In short: they're odd, but they work, and they're clean.

for many more JavaScript tricks, check the JavaScript Garden.

encodings

any data (or string) can be encoded in various ways.

hex

A string can be stored as hex.

Example of Hello World! string, with each character encoded by its value in hexadecimal (download):

48656c6c6f20576f726c6421

octal

another classic one, each character is encoded in octal.

Example of Hello World! string, with each characters encoded by its value in octal (download):

\110\145\154\154\157\40\127\157\162\154\144\41\

whitespaces between nibbles

so far so good, nothing too weird. However, it wouldn't be Adobe if something wasn't unexpected.

While it's common to separate hex numbers with space (00 01 02...), in a PDF, any kind of whitespace can be used (newline, tab, ...), and even between the 2 niblles of the same hex number.

Example of Hello World! string, encoded as hexadecimal, with extra whitespace between the nibbles (download):

4
8
6


     5
6	c 6c 6f 		20



576f726c6421

ASCII newlines

ASCII can be stored as ascii (hopefully), but newlines can be inserted too...
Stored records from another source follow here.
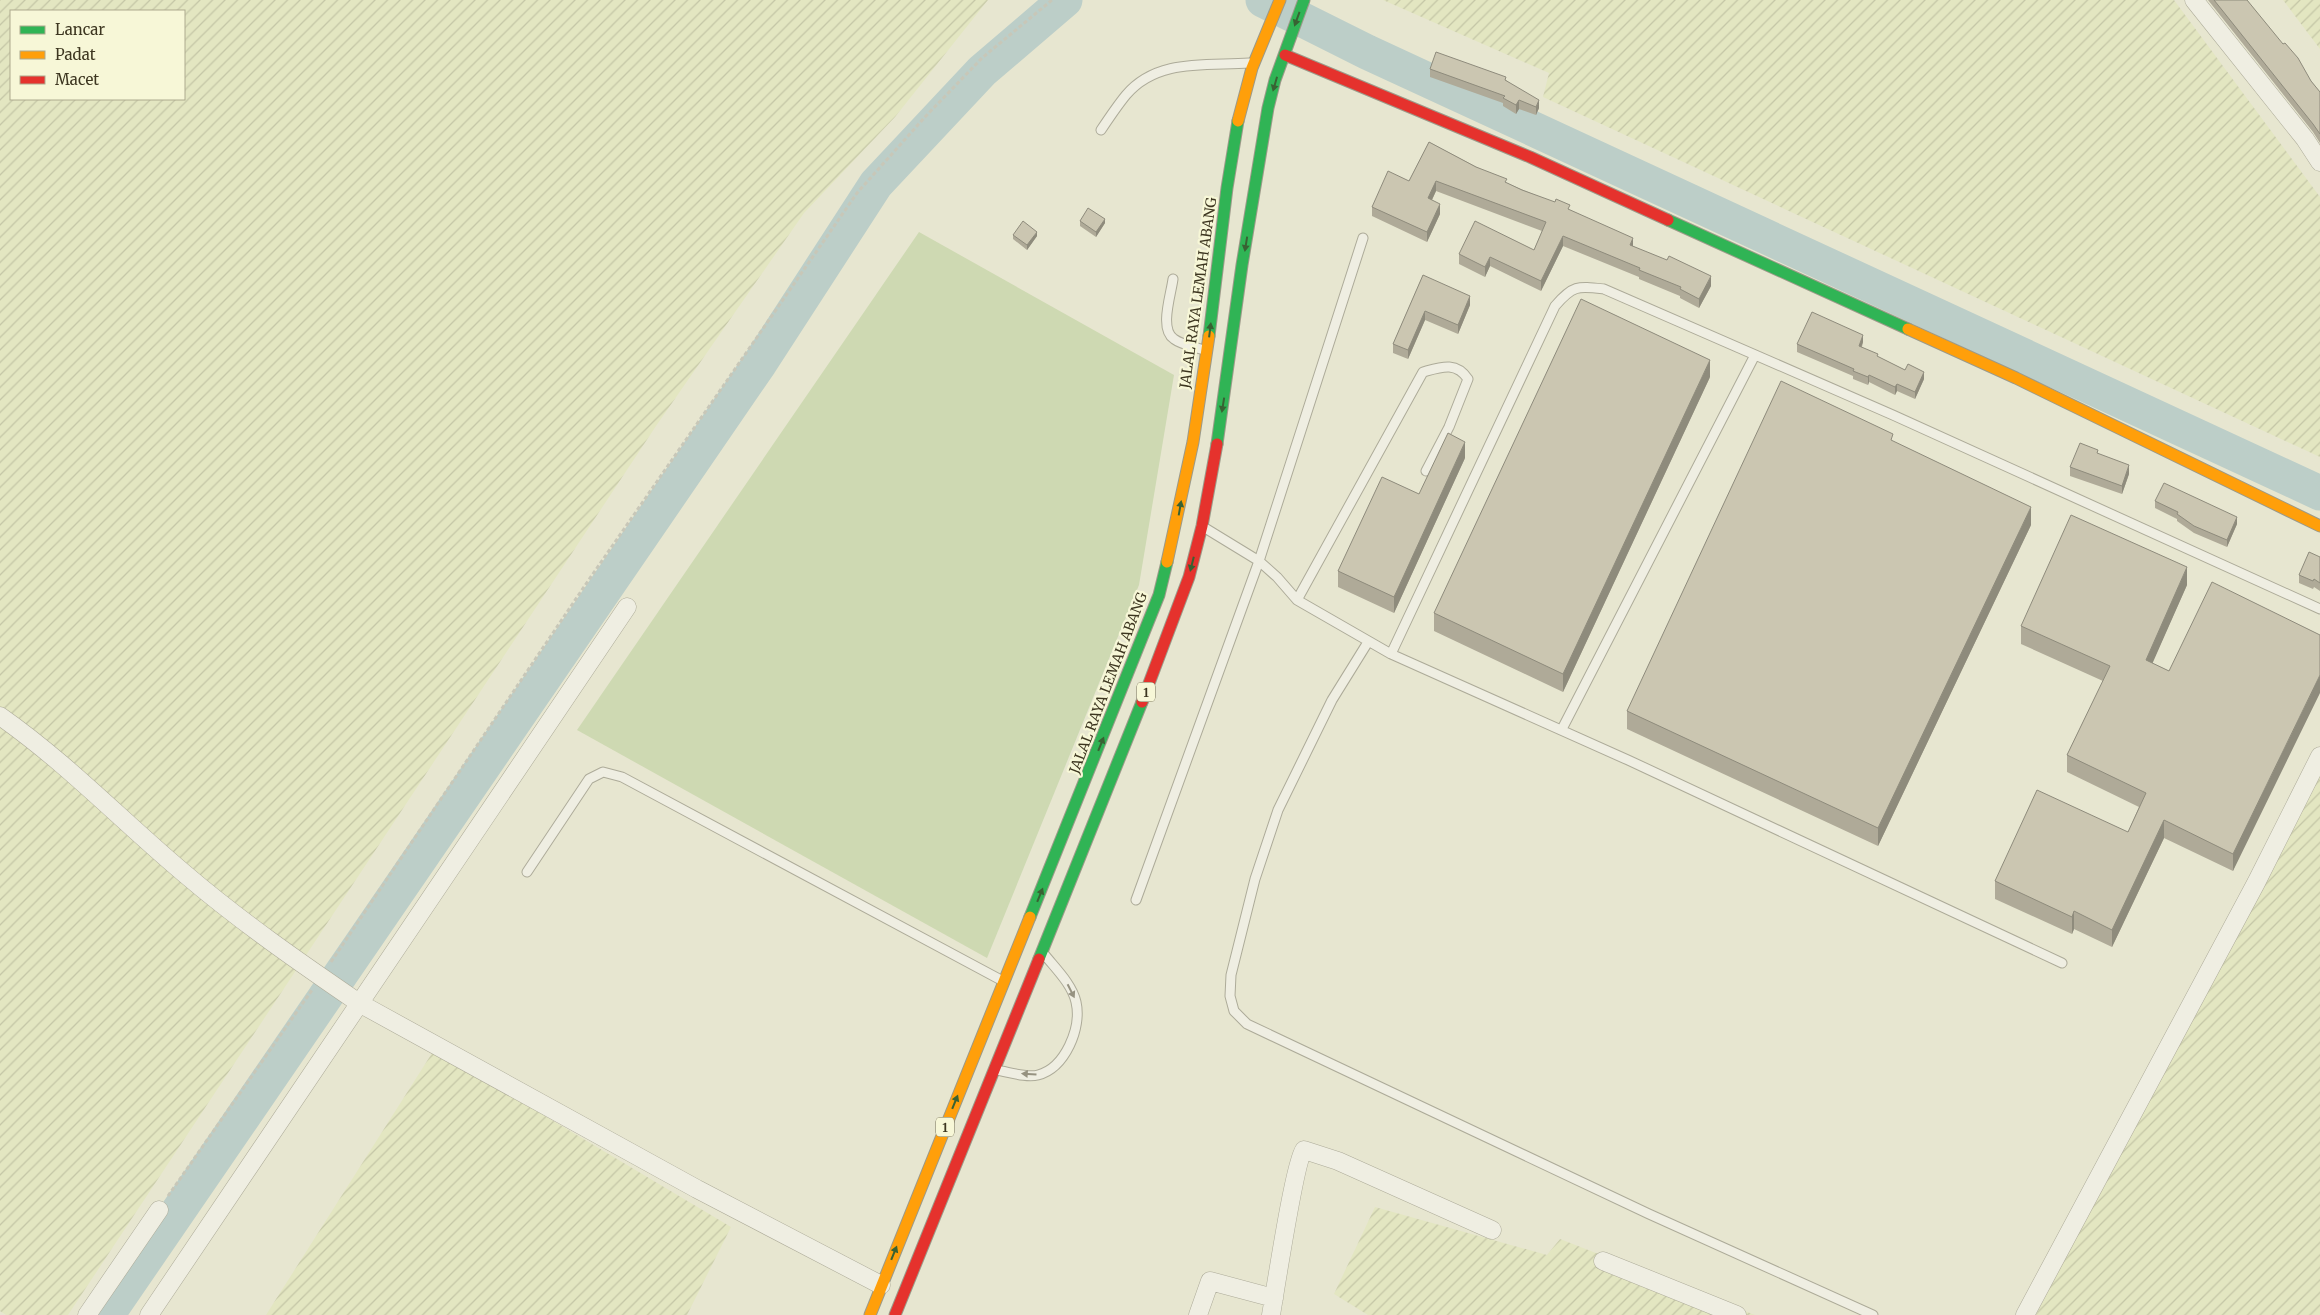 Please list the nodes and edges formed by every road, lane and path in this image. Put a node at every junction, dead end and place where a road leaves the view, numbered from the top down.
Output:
1 (1052, 0) edge
2 (1280, 0) edge
3 (1304, 0) edge
4 (2194, 0) edge
5 (1285, 54) junction
6 (1254, 63) junction
7 (1101, 130) dead end
8 (2320, 162) edge
9 (1363, 238) dead end
10 (1173, 279) dead end
11 (1207, 351) junction
12 (1755, 355) junction
13 (1426, 471) dead end
14 (1202, 526) junction
15 (2320, 526) edge
16 (1259, 561) junction
17 (1297, 600) junction
18 (627, 607) dead end
19 (2320, 609) edge
20 (1368, 642) junction
21 (1391, 654) junction
22 (0, 716) edge
23 (1562, 729) junction
24 (2320, 756) edge
25 (528, 872) dead end
26 (1136, 900) dead end
27 (1043, 952) junction
28 (2062, 963) dead end
29 (324, 980) junction
30 (1004, 982) junction
31 (359, 1003) junction
32 (994, 1070) junction
33 (159, 1210) joint
34 (1492, 1230) dead end
35 (1603, 1261) dead end
36 (882, 1285) junction
37 (1274, 1298) junction
38 (87, 1315) edge
39 (149, 1315) edge
40 (870, 1315) edge
41 (895, 1315) edge
42 (1198, 1315) edge
43 (1271, 1315) edge
44 (1737, 1315) edge
45 (1873, 1315) edge
46 (2024, 1315) edge

1 - 29 path
2 - 6 main road, JALAL RAYA LEMAH ABANG / 1
3 -> 5 main road, 1
4 - 8 street
5 -> 14 main road, 1
5 - 15 main road
6 - 7 lane
11 -> 6 main road, JALAL RAYA LEMAH ABANG / 1
9 - 16 lane
10 - 11 lane
30 -> 11 main road, JALAL RAYA LEMAH ABANG / 1
12 - 19 lane
12 - 21 lane
12 - 23 lane
13 - 17 lane
14 - 16 lane
14 -> 27 main road, 1
16 - 17 lane
16 - 26 lane
17 - 20 lane
18 - 31 street
20 - 21 lane
20 - 45 lane
21 - 23 lane
22 - 29 street
23 - 28 lane
24 - 46 street
25 - 30 lane
27 - 32 main road, 1
27 -> 32 lane
29 - 31 street
29 - 33 path
36 -> 30 main road, JALAL RAYA LEMAH ABANG / 1
31 - 36 street
31 - 39 street
32 - 41 main road, 1
33 - 38 street
34 - 37 street
35 - 44 street
36 - 40 main road, JALAL RAYA LEMAH ABANG / 1
37 - 42 street
37 - 43 street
Example of Hello World! string, stored as ASCII, with extra new lines characters (download):

[...]
}\
\
\
\
\
\
\
H\
e\
l\
\
\
\
\
\
l\
o\
 \
[...]

structure

truncated signature

theoretically %PDF-1.[4-6], the signature can be truncated to ignore the last digit...

Example of truncated header signature (download):

%PDF-1.

null signature

...but it can be actually even shorter, provided you insert a null character.
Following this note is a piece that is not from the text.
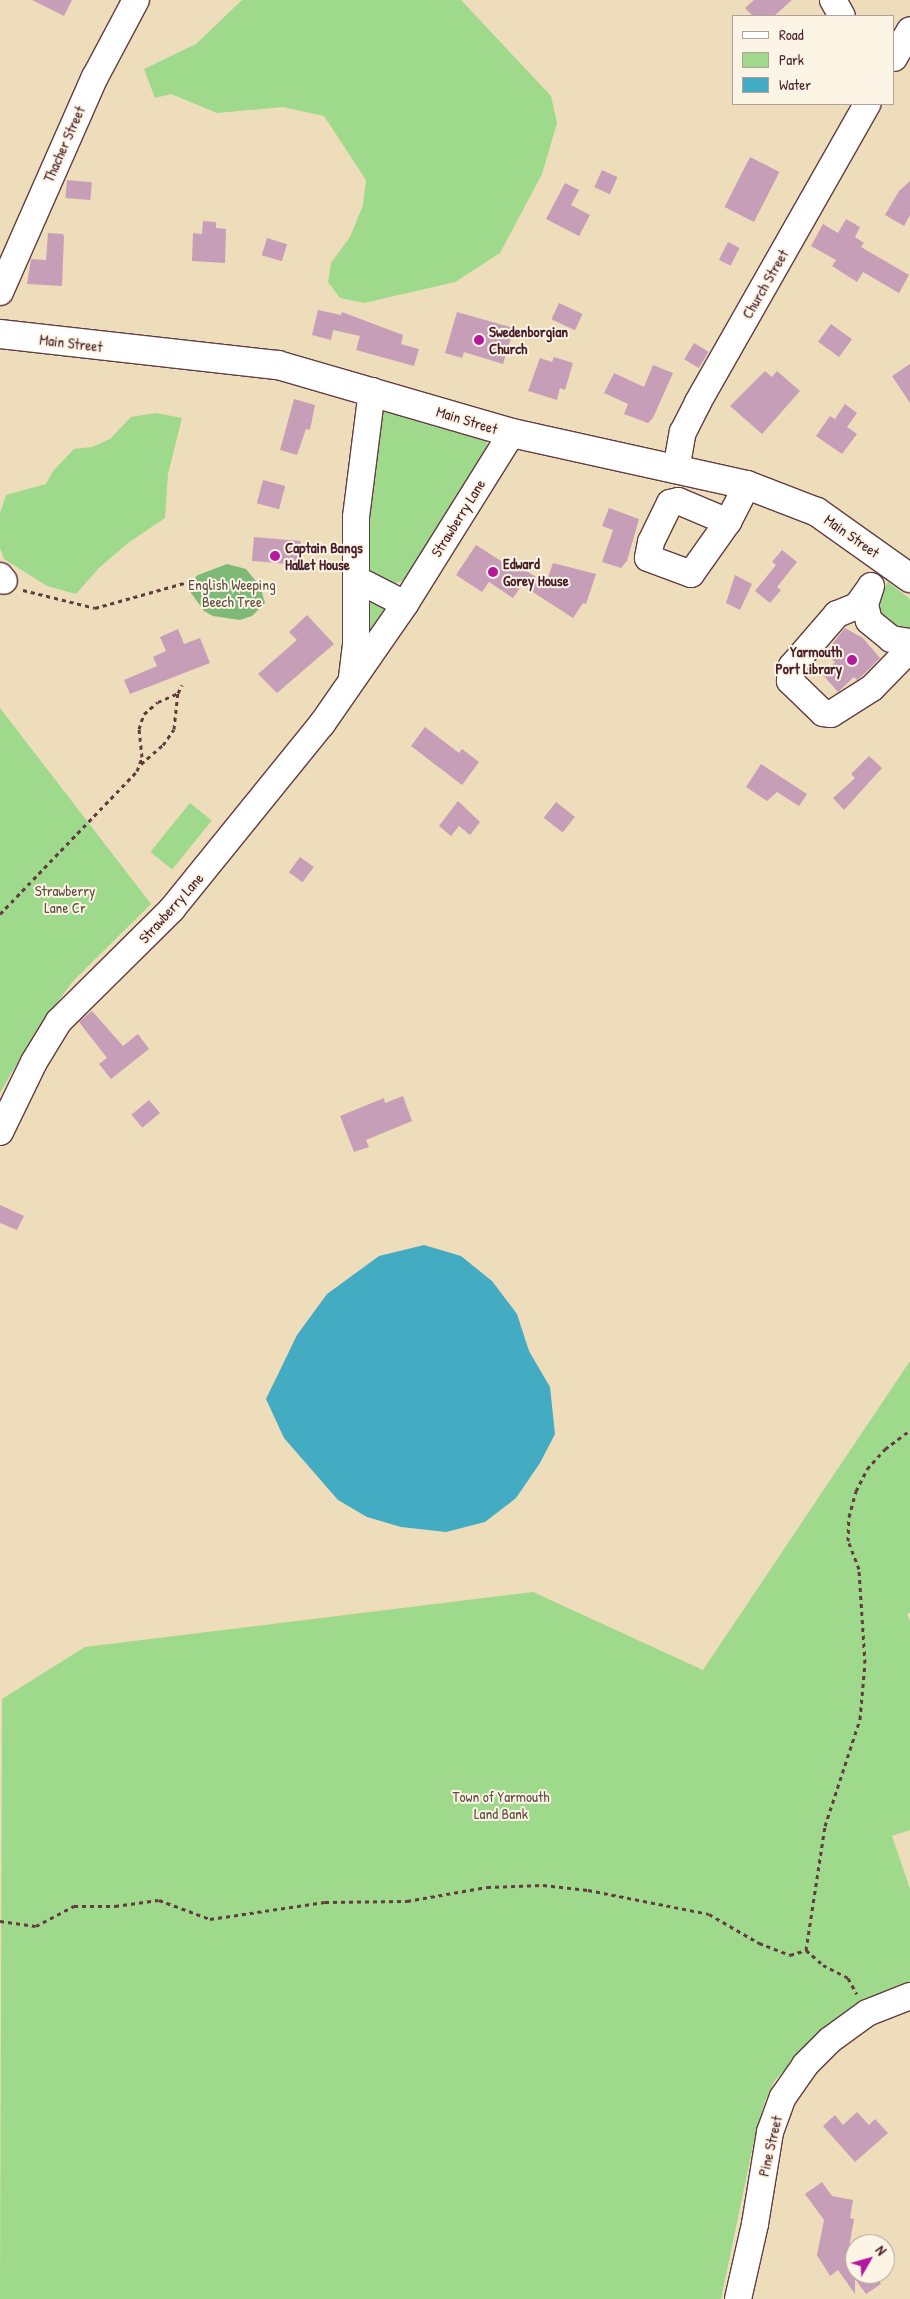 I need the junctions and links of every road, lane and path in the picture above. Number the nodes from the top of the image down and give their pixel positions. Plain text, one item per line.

Example of null-based header trick (download):

%PDF-\0

Names tree

A PDF can contain a Names tree, in which each element is sequentially evaluated. This way, a script can be split in various parts, without any obvious trigger such as OpenAction.

Example of a JavaScript script, split into 2 parts in the Names tree (download):

[...]
  /Names
[...]
       /Names[
            (1) <<
[...]
                  msg = "Hello";
[...]
            (2) <<
[...]
                  msg = msg + " World!";
                  app.alert(msg);
[...]

no object

on Acrobat X, a valid PDF doesn't need an object.
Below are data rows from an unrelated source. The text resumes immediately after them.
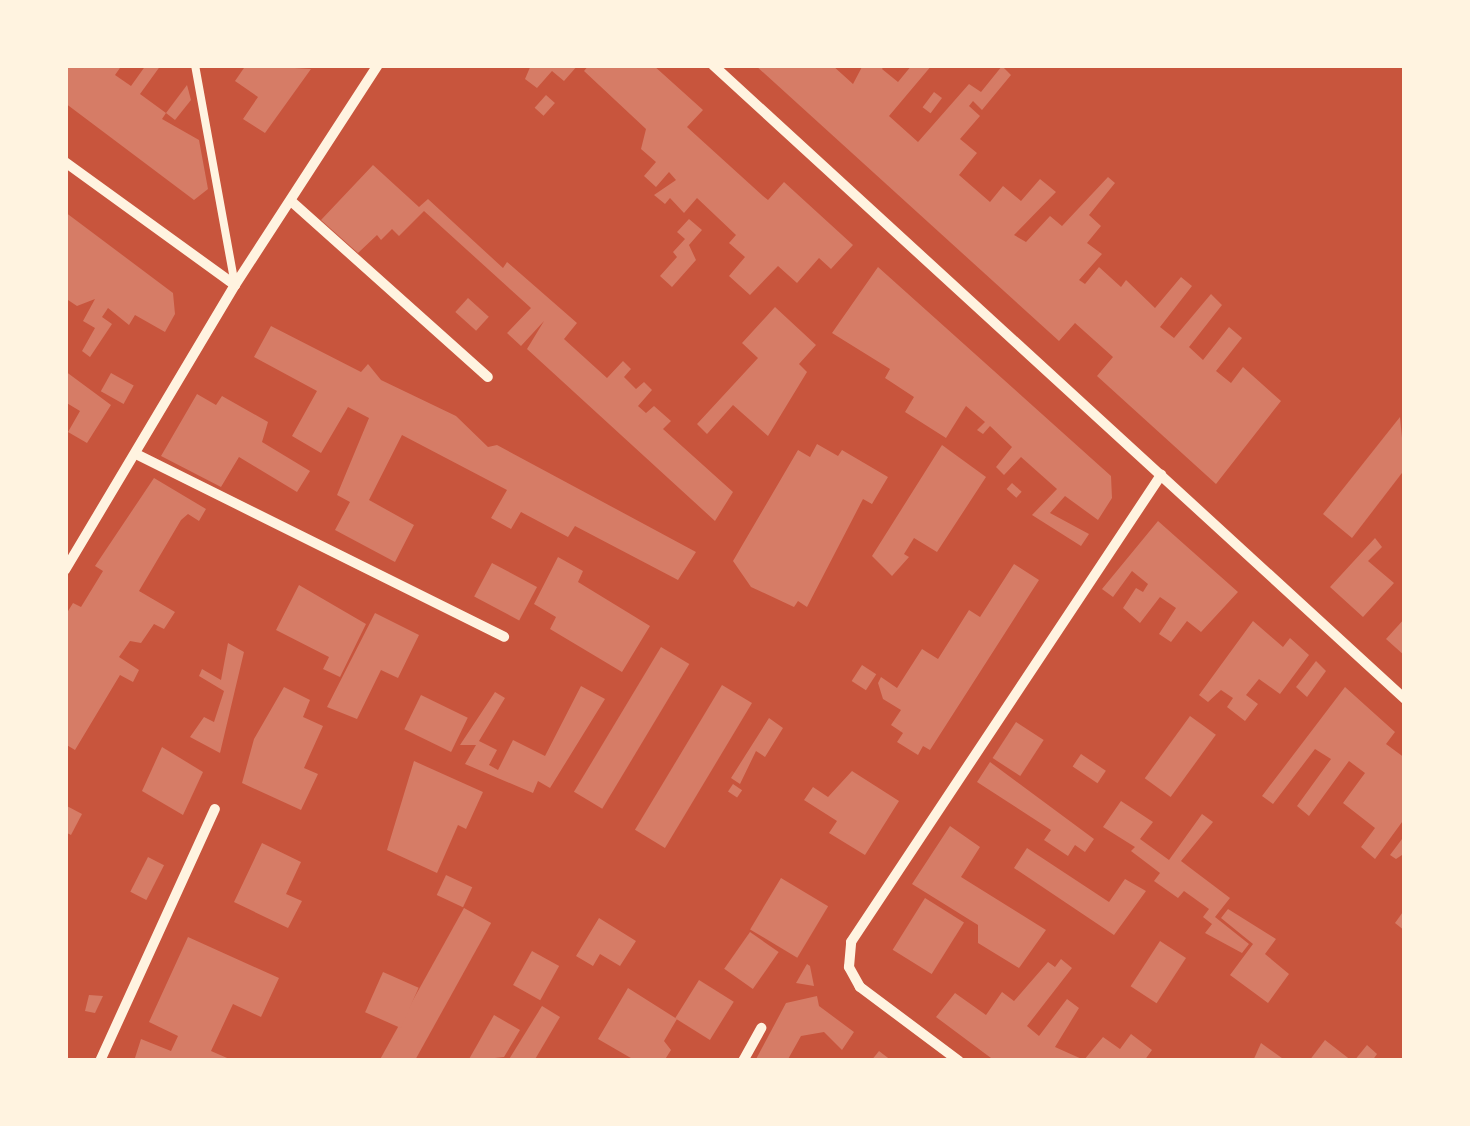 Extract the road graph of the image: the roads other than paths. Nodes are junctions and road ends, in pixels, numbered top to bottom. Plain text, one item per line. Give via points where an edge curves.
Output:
1 (195, 65) edge
2 (378, 65) edge
3 (714, 65) edge
4 (65, 162) edge
5 (291, 201) junction
6 (234, 285) junction
7 (488, 377) dead end
8 (136, 454) junction
9 (1161, 475) junction
10 (65, 570) edge
11 (504, 638) dead end
12 (1405, 698) edge
13 (215, 809) dead end
14 (761, 1028) dead end
15 (100, 1061) edge
16 (743, 1061) edge
17 (959, 1061) edge

1 - 6 lane
2 - 5 street
3 - 9 street
4 - 6 street
5 - 6 street
5 - 7 street
6 - 8 street
8 - 10 street
8 - 11 street
9 - 12 street
9 - 17 street via 851,942 850,967 860,987
13 - 15 street
14 - 16 street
Example of a valid trailer-only, 36 bytes PDF, under Acrobat X (download):

%PDF-\0trailer<</Root<</Pages<<>>>>>>

this trick doesn't work on previous version of Acrobat. For them, an object - even empty, and with no index - has to be present.

Example of a valid, 48 bytes PDF, for Acrobat <=9 (download):

%PDF-\0obj<<>>trailer<</Root<</Pages<<>>>>>>

wrong tags

Unexpected tags are just ignored. this goes the same for tags with incorrect case.

Example of a trailer with incorrectly cased tags (download):

trailer
<<
/Root
    <</tYpE/caTaLOG/Pages 1 0 R>>
>>

EOF

PDF is a format that supports incremental updates, so information can be written beyond the %EOF.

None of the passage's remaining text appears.